Collected data

-- Opening Marker --

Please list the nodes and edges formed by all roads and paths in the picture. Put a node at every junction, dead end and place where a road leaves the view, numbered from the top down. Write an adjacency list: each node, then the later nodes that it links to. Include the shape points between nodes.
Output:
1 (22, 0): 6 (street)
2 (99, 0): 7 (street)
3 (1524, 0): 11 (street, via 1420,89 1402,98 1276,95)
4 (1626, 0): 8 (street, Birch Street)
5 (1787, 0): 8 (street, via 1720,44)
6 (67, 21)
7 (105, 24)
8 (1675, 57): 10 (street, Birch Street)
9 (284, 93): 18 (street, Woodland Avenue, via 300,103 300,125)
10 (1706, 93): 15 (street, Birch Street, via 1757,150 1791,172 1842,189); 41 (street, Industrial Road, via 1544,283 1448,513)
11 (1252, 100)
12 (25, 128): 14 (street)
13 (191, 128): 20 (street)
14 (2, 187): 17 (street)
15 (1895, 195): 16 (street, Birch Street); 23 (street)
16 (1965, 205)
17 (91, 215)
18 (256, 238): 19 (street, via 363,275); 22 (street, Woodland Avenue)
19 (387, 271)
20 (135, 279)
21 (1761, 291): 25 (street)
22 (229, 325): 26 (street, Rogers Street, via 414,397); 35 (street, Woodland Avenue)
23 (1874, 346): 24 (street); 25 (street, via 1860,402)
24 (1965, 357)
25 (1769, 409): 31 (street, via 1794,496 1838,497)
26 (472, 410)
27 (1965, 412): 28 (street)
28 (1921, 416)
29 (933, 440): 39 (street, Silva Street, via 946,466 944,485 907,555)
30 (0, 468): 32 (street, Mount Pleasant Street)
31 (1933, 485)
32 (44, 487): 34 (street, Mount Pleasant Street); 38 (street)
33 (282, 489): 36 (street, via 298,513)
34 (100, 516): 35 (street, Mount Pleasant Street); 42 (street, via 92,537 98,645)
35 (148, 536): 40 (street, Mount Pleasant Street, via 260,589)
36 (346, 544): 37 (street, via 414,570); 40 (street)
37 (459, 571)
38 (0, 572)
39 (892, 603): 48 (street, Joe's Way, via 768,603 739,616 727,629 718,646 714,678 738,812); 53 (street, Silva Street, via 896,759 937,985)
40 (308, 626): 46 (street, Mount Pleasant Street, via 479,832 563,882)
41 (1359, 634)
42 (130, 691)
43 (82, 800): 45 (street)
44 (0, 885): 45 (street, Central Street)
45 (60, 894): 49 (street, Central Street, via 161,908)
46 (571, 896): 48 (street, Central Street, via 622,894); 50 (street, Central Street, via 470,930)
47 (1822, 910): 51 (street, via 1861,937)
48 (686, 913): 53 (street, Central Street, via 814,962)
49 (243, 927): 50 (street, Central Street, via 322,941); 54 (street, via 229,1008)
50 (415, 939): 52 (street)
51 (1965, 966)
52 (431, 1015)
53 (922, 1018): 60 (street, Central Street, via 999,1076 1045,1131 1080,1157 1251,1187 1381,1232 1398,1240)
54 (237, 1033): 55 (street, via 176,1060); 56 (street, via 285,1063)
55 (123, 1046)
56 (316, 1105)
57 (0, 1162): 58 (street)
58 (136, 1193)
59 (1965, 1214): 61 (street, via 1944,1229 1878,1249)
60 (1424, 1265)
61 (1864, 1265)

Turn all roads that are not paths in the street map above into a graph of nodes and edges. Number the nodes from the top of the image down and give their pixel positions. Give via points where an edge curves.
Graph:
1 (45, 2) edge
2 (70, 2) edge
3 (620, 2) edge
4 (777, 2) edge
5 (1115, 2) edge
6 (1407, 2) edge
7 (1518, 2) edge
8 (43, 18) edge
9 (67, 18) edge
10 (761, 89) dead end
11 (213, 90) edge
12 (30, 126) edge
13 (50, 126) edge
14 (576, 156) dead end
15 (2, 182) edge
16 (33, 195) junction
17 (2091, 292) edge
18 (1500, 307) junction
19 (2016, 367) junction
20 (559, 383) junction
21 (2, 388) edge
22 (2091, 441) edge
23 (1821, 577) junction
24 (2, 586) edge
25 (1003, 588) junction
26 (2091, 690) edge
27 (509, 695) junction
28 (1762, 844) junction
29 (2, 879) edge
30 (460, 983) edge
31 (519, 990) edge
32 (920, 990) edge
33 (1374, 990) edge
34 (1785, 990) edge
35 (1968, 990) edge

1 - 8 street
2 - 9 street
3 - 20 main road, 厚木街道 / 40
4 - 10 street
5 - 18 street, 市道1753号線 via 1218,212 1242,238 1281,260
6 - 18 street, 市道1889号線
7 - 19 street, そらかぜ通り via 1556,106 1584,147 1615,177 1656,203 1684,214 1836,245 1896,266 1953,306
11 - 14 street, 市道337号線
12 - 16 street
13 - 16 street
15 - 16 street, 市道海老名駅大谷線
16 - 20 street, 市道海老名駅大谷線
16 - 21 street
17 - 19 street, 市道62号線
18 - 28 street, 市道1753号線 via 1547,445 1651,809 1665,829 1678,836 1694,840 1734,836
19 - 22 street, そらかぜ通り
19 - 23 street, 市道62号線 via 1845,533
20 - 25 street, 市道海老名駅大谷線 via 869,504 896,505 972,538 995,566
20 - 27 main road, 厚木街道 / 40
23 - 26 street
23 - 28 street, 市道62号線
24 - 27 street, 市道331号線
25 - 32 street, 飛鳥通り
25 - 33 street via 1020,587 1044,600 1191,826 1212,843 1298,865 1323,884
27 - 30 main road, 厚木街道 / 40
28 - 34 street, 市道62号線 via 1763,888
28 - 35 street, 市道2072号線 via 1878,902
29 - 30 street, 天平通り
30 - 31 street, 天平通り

-- Closing Marker --

Brief - Could you write out all of the data again, exactly as given?

Exercise result -
Please list the nodes and edges formed by all roads and paths in the picture. Put a node at every junction, dead end and place where a road leaves the view, numbered from the top down. Write an adjacency list: each node, then the later nodes that it links to. Include the shape points between nodes.
Output:
1 (22, 0): 6 (street)
2 (99, 0): 7 (street)
3 (1524, 0): 11 (street, via 1420,89 1402,98 1276,95)
4 (1626, 0): 8 (street, Birch Street)
5 (1787, 0): 8 (street, via 1720,44)
6 (67, 21)
7 (105, 24)
8 (1675, 57): 10 (street, Birch Street)
9 (284, 93): 18 (street, Woodland Avenue, via 300,103 300,125)
10 (1706, 93): 15 (street, Birch Street, via 1757,150 1791,172 1842,189); 41 (street, Industrial Road, via 1544,283 1448,513)
11 (1252, 100)
12 (25, 128): 14 (street)
13 (191, 128): 20 (street)
14 (2, 187): 17 (street)
15 (1895, 195): 16 (street, Birch Street); 23 (street)
16 (1965, 205)
17 (91, 215)
18 (256, 238): 19 (street, via 363,275); 22 (street, Woodland Avenue)
19 (387, 271)
20 (135, 279)
21 (1761, 291): 25 (street)
22 (229, 325): 26 (street, Rogers Street, via 414,397); 35 (street, Woodland Avenue)
23 (1874, 346): 24 (street); 25 (street, via 1860,402)
24 (1965, 357)
25 (1769, 409): 31 (street, via 1794,496 1838,497)
26 (472, 410)
27 (1965, 412): 28 (street)
28 (1921, 416)
29 (933, 440): 39 (street, Silva Street, via 946,466 944,485 907,555)
30 (0, 468): 32 (street, Mount Pleasant Street)
31 (1933, 485)
32 (44, 487): 34 (street, Mount Pleasant Street); 38 (street)
33 (282, 489): 36 (street, via 298,513)
34 (100, 516): 35 (street, Mount Pleasant Street); 42 (street, via 92,537 98,645)
35 (148, 536): 40 (street, Mount Pleasant Street, via 260,589)
36 (346, 544): 37 (street, via 414,570); 40 (street)
37 (459, 571)
38 (0, 572)
39 (892, 603): 48 (street, Joe's Way, via 768,603 739,616 727,629 718,646 714,678 738,812); 53 (street, Silva Street, via 896,759 937,985)
40 (308, 626): 46 (street, Mount Pleasant Street, via 479,832 563,882)
41 (1359, 634)
42 (130, 691)
43 (82, 800): 45 (street)
44 (0, 885): 45 (street, Central Street)
45 (60, 894): 49 (street, Central Street, via 161,908)
46 (571, 896): 48 (street, Central Street, via 622,894); 50 (street, Central Street, via 470,930)
47 (1822, 910): 51 (street, via 1861,937)
48 (686, 913): 53 (street, Central Street, via 814,962)
49 (243, 927): 50 (street, Central Street, via 322,941); 54 (street, via 229,1008)
50 (415, 939): 52 (street)
51 (1965, 966)
52 (431, 1015)
53 (922, 1018): 60 (street, Central Street, via 999,1076 1045,1131 1080,1157 1251,1187 1381,1232 1398,1240)
54 (237, 1033): 55 (street, via 176,1060); 56 (street, via 285,1063)
55 (123, 1046)
56 (316, 1105)
57 (0, 1162): 58 (street)
58 (136, 1193)
59 (1965, 1214): 61 (street, via 1944,1229 1878,1249)
60 (1424, 1265)
61 (1864, 1265)

Turn all roads that are not paths in the street map above into a graph of nodes and edges. Number the nodes from the top of the image down and give their pixel positions. Give via points where an edge curves.
Graph:
1 (45, 2) edge
2 (70, 2) edge
3 (620, 2) edge
4 (777, 2) edge
5 (1115, 2) edge
6 (1407, 2) edge
7 (1518, 2) edge
8 (43, 18) edge
9 (67, 18) edge
10 (761, 89) dead end
11 (213, 90) edge
12 (30, 126) edge
13 (50, 126) edge
14 (576, 156) dead end
15 (2, 182) edge
16 (33, 195) junction
17 (2091, 292) edge
18 (1500, 307) junction
19 (2016, 367) junction
20 (559, 383) junction
21 (2, 388) edge
22 (2091, 441) edge
23 (1821, 577) junction
24 (2, 586) edge
25 (1003, 588) junction
26 (2091, 690) edge
27 (509, 695) junction
28 (1762, 844) junction
29 (2, 879) edge
30 (460, 983) edge
31 (519, 990) edge
32 (920, 990) edge
33 (1374, 990) edge
34 (1785, 990) edge
35 (1968, 990) edge

1 - 8 street
2 - 9 street
3 - 20 main road, 厚木街道 / 40
4 - 10 street
5 - 18 street, 市道1753号線 via 1218,212 1242,238 1281,260
6 - 18 street, 市道1889号線
7 - 19 street, そらかぜ通り via 1556,106 1584,147 1615,177 1656,203 1684,214 1836,245 1896,266 1953,306
11 - 14 street, 市道337号線
12 - 16 street
13 - 16 street
15 - 16 street, 市道海老名駅大谷線
16 - 20 street, 市道海老名駅大谷線
16 - 21 street
17 - 19 street, 市道62号線
18 - 28 street, 市道1753号線 via 1547,445 1651,809 1665,829 1678,836 1694,840 1734,836
19 - 22 street, そらかぜ通り
19 - 23 street, 市道62号線 via 1845,533
20 - 25 street, 市道海老名駅大谷線 via 869,504 896,505 972,538 995,566
20 - 27 main road, 厚木街道 / 40
23 - 26 street
23 - 28 street, 市道62号線
24 - 27 street, 市道331号線
25 - 32 street, 飛鳥通り
25 - 33 street via 1020,587 1044,600 1191,826 1212,843 1298,865 1323,884
27 - 30 main road, 厚木街道 / 40
28 - 34 street, 市道62号線 via 1763,888
28 - 35 street, 市道2072号線 via 1878,902
29 - 30 street, 天平通り
30 - 31 street, 天平通り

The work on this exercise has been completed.